Because he seemed okay - maybe a little more tired than usual, but nothing to write home about - I sent him and B off out to church. Unfortunately I haven't yet worked up the strength to make it through church just yet; I'll get there, it's just going to require my patience (something I've learned to have a lot of over these past few years.)
So, he seemed pretty unaffected this morning, but like I said a little more tired. He nearly fell asleep, tucked up under my arm which is out of character but not an indicator of an underlying problem with his health.
I suppose I'll know better next time because when he got home from church he had a very pale face with puffy, washed out eyes. We took his temperature and at 38.9C, it was high. Certainly not high enough to merit a visit to A&E but high enough that I wanted to strip him down, cool him off with a wash cloth and give him Calpol.

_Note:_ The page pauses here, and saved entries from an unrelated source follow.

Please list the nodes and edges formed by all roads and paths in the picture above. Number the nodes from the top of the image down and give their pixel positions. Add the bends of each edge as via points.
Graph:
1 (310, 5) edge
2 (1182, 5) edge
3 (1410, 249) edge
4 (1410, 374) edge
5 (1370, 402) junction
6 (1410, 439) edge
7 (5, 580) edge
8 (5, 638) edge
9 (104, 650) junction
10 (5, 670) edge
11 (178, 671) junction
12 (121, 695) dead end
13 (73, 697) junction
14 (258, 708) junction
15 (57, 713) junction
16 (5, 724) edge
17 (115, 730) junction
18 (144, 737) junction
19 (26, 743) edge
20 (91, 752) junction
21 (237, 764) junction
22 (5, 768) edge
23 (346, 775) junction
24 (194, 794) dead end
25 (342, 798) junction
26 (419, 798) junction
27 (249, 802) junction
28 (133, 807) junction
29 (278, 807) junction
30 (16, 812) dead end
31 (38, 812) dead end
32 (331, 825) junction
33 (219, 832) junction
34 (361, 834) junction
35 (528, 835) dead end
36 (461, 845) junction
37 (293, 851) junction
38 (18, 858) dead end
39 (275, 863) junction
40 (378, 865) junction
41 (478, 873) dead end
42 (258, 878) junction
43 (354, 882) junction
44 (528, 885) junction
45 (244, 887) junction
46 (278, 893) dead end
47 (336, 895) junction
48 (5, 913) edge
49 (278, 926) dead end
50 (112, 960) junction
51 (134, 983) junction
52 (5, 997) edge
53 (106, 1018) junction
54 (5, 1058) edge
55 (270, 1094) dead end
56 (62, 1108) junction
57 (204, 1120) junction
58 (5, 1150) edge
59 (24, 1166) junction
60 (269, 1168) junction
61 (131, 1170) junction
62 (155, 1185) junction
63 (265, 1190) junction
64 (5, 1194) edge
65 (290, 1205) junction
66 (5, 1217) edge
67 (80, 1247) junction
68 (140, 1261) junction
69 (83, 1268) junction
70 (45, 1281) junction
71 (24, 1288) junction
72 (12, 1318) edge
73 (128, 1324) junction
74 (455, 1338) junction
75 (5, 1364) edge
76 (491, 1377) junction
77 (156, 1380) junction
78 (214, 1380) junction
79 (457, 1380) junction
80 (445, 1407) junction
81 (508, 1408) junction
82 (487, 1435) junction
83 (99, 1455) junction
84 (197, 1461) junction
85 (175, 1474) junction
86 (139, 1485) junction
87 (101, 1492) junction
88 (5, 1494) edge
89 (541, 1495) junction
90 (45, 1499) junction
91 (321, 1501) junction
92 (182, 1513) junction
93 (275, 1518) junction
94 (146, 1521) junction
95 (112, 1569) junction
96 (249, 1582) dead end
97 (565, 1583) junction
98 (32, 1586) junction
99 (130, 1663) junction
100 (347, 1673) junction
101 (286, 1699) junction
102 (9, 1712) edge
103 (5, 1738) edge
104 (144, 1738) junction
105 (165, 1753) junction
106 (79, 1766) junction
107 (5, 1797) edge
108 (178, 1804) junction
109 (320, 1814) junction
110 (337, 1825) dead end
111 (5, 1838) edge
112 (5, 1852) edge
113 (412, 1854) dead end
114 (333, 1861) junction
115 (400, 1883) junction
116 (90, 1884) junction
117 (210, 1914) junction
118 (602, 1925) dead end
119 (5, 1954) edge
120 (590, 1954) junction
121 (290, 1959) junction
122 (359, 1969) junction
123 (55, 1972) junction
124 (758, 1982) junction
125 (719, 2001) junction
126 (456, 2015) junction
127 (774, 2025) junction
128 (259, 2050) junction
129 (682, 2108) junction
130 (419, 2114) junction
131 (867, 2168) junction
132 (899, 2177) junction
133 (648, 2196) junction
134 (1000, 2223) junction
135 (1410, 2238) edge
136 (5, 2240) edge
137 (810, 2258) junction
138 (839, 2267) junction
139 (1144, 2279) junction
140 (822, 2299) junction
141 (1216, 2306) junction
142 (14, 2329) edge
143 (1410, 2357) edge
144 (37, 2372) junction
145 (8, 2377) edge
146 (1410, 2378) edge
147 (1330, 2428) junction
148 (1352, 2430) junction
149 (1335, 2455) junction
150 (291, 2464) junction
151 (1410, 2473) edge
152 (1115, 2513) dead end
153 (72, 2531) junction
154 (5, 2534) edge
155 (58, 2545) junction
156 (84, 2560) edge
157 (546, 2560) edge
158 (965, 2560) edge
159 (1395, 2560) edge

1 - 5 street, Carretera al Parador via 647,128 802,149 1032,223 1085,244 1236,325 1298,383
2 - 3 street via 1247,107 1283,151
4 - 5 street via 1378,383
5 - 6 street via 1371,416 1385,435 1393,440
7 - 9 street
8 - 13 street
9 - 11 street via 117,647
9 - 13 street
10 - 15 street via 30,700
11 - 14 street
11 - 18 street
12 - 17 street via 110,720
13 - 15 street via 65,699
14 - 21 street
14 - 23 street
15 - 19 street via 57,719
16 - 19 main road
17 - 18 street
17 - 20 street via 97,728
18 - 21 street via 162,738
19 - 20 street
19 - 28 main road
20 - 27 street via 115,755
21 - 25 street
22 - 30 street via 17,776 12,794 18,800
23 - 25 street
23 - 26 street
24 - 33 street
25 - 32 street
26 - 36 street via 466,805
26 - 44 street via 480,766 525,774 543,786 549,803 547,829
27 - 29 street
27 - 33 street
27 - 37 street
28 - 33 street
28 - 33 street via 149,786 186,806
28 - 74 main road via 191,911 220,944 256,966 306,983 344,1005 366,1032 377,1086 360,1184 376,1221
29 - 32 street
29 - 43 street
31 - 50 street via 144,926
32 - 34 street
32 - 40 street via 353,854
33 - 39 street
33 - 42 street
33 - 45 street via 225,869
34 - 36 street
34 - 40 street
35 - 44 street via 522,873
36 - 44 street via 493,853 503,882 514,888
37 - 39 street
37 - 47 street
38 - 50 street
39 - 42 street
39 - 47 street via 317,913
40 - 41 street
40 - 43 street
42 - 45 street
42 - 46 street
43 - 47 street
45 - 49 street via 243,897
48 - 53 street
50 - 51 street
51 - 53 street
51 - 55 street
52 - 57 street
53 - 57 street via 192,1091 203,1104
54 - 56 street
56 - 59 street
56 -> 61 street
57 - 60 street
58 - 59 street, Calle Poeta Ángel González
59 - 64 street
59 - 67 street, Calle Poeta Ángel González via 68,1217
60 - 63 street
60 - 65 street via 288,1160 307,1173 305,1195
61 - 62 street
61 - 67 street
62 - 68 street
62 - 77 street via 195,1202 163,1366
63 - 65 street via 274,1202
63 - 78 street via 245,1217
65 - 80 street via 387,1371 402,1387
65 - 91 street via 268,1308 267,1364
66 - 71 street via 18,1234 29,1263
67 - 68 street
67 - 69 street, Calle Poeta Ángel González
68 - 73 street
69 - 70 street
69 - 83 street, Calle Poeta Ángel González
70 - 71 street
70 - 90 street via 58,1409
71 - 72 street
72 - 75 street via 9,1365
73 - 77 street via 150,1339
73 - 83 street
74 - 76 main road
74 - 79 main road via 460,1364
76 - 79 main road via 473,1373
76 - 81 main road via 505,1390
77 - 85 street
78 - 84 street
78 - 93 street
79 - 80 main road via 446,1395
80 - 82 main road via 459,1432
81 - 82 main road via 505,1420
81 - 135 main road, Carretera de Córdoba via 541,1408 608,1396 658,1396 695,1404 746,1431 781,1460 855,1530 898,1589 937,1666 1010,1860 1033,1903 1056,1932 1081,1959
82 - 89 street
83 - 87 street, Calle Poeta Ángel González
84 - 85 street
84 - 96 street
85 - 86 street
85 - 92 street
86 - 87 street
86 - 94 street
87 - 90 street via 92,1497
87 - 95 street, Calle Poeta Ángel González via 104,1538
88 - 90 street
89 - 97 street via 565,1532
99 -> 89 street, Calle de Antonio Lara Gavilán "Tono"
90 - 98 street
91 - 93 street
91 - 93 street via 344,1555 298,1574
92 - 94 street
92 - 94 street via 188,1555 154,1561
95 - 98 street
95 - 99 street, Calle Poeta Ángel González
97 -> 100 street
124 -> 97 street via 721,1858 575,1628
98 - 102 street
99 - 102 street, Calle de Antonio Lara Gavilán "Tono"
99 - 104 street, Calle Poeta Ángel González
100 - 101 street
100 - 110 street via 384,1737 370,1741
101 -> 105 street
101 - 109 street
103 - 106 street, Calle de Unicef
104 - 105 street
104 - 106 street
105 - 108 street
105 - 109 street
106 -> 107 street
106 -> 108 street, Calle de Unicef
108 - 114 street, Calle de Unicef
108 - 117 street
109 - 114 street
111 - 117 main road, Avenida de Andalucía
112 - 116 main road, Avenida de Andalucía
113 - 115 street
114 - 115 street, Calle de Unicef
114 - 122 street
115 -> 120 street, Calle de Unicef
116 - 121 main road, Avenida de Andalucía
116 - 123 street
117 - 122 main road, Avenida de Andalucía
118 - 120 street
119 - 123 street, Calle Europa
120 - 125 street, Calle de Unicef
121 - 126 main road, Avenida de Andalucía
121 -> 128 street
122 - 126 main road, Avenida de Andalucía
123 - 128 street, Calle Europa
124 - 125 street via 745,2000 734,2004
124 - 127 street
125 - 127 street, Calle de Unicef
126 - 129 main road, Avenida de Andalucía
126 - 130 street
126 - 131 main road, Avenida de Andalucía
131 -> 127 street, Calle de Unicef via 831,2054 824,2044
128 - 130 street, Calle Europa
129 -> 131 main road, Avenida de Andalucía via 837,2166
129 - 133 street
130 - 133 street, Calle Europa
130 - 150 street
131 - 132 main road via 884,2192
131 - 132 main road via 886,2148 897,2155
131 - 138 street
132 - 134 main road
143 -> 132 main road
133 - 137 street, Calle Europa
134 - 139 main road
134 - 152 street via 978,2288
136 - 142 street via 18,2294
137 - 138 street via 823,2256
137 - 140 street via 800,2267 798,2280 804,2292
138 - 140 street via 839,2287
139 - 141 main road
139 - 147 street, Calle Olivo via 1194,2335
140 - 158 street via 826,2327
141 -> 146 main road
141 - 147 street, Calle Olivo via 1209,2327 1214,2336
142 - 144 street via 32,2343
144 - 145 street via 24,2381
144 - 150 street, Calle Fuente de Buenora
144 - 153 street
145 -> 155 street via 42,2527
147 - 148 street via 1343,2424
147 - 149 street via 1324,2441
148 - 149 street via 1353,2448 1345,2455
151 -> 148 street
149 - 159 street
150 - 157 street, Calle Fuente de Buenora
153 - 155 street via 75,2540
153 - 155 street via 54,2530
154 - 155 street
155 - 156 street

He wanted to go to bed and when we got him several hours later he was soaked in sweat. I tried to not become panicky, with my main thoughts trying to be about him, but the last time he was sick like this we had to rush off to hospital, he got better and I got very, very sick - so sick that I was instructed to admit myself to hospital - I don't want to go through taking him to hospital, being so ill I slept through days and nights and being told if I don't go to hospital that I am going to be suffocated by my swollen glands and die from dehydration because I can't stop being sick.
I hate hospitals. I don't mind being there for other people, but I am fearful for myself - hence why I didn't admit myself the last time and another few times I've been told too. I'll avoid them at all costs. So when Roman gets sick I try to focus on the fact he's getting better and panic a little when he gets worse.
Luckily, he just wanted to sit around watching TV - very out of character behaviour, this little boy only has a few favourite TV shows but even then won't sit still to watch them. He won't watch films for too long, either and would rather be playing or running around so if he suddenly becomes quiet, floppy and wants to watch TV I know he's sick.
Happily he got better as the evening wore on - not 100%, but better. I'm so happy that his immune system can fight this, I'm even more grateful that we have medicine we can give him and I'm even more grateful that he's up to date with his immunisations - I'd be a bag of worries otherwise.